STC1-Based Activation of NF-κB Signaling Pathway Induces Epthithelial–Mesenchymal Transition Thus Promotes Progression and Temozolomide Resistance of Glioblastoma

Acquired resistance to chemotherapy, especially to temozolomide (TMZ), is a major challenge correlated with the treatment failure of glioblastoma (GBM). Stanniocalcin-1 (STC1) is a glycoprotein hormone involved in multiple biological processes in cancer cells. However, the function and underlying mechanism of STC1 in GBM still remain unclear. To this end, exploring the potential functional role and mechanism of STC1 inducing TMZ resistance becomes an urgent need for individual individualized strategies for GBM. The GSE151680 dataset was obtained from the GEO database; thus, bioinformatic analysis was performed by using R software (version 4.2.0) to screen the differentially expressed genes correlated to TMZ resistance in GBM. Cox regression and nonnegative matrix factorization (NMF) analysis were conducted to establish a prognostic model. Additionally, immunohistochemistry (IHC) staining, qRT-PCR, and western blot were used to investigate the expression of STC1 in GBM tissues and non-tumor controls. Mechanically, loss-of-function and gain-of-function assays were performed to validate the biological functions of STC1 on the malignant biological characters and TMZ resistance of GBM cells.

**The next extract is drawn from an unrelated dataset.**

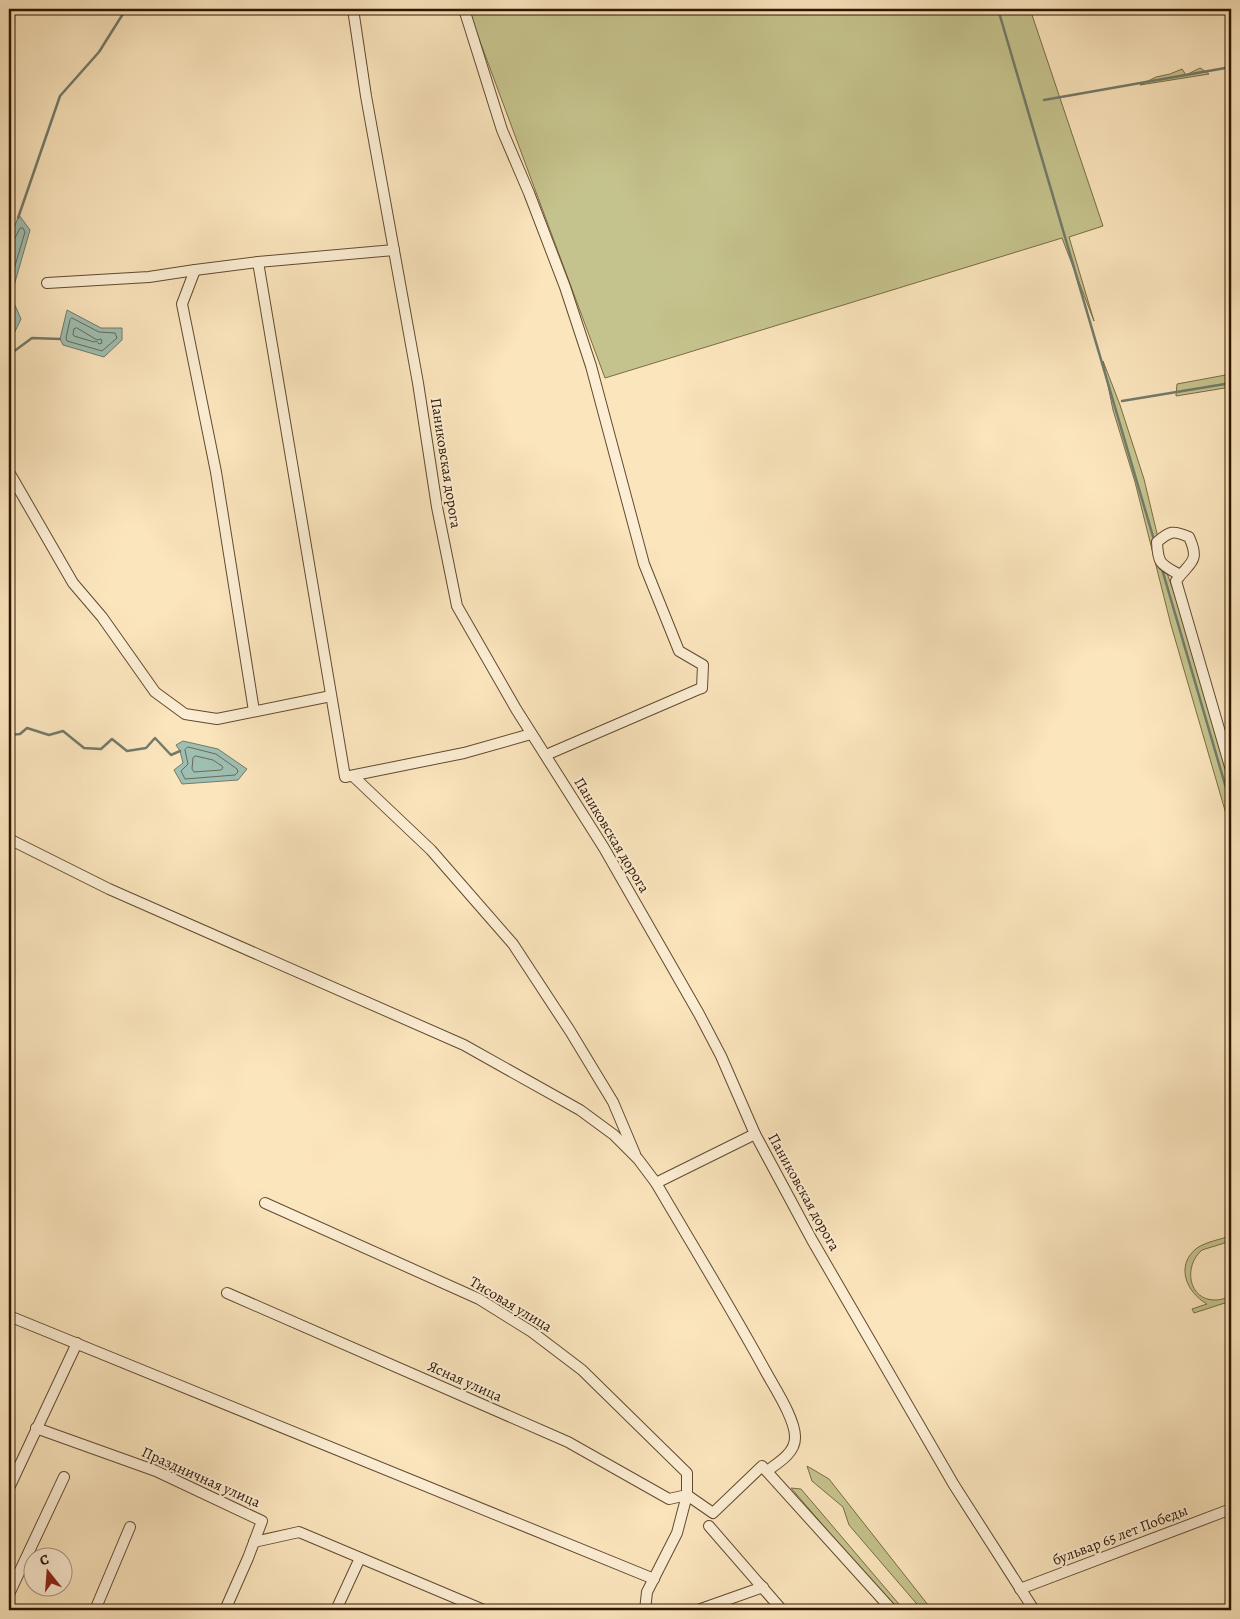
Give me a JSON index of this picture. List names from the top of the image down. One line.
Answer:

Besides, the enrichment analysis was performed to investigate the downstream pathway of STC1. In this study, STC1 was selected as the gene candidate correlated to TMZ resistance according to the results of Cox regression and NMF analysis. Additionally, increased expression of STC1 could be observed in GBM and was significantly correlated to poor prognosis in GBM. Besides, multiple malignant characters including proliferation, migration, invasion, tumorigenesis, and TMZ resistance of GBM could be markedly reduced by exogenous downregulation of STC1; contrarily, overexpression of STC1 promoted the malignant behaviors and drug resistance of GBM cells. Moreover, GO, KEGG, and GSEA analysis revealed that STC1 induced epithelial-mesenchymal transition (EMT) via activation of NF-κB signaling. Furthermore, the treatment of TNF-α (an activator of the NF-κB pathway) partially reversed the inhibitory effect of sh-STC1 on the proliferation and metastasis in GBM cells. In conclusion, STC1 induced EMT thus enhances the malignancies and drug resistance of GBM cells by activating the NF-κB pathway, providing new evidence for clinical drug development in GBM.